We Indians often find ourselves comparing with our neighbouring dragon economy. You can often find news stories that say that India is slated to surpass China's growth rate in the coming times. We are often baffled by these types of comparisons. China has had three decades of gravity-defying growth. The Chinese economy is way ahead of India on practically every major economic front. So what is the big deal now if India is likely to grow faster than China? The comparison is simply not between equals.
If you want to get a sense of how far apart the two economies are, it would be worth taking a look at the bilateral trade figures of the two Asian economies.
Here is some interesting data that we came across in an article in Livemint. In 2015, India's imports from China are estimated to be worth about US$ 60 billion. This is about 18% higher than the imports in the previous year. You may ask: How about India's exports to China? In 2015, the exports to China are estimated to be worth around US$ 12 billion, a sharp 20% dip over the previous year.

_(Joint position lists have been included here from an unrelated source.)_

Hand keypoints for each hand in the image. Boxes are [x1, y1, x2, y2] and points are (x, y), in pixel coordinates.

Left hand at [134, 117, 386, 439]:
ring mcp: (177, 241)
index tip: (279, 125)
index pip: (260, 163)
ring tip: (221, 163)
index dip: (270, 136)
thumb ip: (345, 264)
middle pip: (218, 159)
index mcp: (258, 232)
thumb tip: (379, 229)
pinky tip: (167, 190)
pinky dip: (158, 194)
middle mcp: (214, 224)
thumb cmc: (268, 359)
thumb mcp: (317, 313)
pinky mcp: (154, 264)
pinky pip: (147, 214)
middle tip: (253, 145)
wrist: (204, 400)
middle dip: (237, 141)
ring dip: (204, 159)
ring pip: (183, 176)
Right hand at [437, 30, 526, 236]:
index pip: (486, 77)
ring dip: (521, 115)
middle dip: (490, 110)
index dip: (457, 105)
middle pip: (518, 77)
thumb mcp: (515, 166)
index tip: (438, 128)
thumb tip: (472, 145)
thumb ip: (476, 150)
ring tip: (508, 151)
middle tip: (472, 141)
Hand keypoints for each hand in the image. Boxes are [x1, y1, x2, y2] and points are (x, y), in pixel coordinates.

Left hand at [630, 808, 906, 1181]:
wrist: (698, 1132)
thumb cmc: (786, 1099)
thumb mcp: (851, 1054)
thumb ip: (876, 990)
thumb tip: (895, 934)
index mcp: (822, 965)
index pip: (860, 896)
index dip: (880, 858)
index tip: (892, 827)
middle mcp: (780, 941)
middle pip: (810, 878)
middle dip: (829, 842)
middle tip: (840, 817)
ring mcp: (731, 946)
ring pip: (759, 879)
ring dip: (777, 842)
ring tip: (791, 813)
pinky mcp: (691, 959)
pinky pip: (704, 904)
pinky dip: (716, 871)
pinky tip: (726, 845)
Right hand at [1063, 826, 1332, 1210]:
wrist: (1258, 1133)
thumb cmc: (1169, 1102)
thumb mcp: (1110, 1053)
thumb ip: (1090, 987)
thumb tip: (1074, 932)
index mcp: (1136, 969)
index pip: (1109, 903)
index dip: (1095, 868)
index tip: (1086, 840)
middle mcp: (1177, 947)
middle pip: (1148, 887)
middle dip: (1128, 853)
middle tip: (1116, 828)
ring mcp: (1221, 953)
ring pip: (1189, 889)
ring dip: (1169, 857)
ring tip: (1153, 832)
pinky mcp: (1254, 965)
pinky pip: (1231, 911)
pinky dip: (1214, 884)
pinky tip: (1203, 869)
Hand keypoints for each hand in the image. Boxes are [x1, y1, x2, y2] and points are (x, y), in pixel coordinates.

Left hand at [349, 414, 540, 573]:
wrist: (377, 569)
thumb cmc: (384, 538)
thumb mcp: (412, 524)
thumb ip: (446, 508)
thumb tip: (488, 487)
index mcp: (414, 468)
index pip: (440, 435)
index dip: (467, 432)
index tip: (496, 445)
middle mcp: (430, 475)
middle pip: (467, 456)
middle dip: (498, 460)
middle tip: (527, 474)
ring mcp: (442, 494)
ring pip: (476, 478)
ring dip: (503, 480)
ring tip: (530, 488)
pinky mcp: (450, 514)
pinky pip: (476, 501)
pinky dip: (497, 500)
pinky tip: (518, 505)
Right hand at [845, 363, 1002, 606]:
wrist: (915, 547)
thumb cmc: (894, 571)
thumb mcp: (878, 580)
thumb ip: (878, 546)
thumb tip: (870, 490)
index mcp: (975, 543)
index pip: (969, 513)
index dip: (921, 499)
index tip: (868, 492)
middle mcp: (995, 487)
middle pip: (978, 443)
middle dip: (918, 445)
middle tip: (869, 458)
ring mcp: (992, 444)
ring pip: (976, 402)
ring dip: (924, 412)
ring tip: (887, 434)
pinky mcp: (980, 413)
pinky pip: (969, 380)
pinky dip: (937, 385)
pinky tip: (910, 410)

As a result, India's trade deficit with China is expected to widen to about US$ 48 billion in 2015. This would be about 2.3% of India's Gross Domestic Product (GDP).
The wide trade gap underscores many of India's problems such as poor manufacturing capabilities, shortage of skilled workforce, inadequate infrastructure, strict labour laws and so on. Unless these issues are addressed, India's ambition of emerging as a global manufacturing hub will remain a distant dream.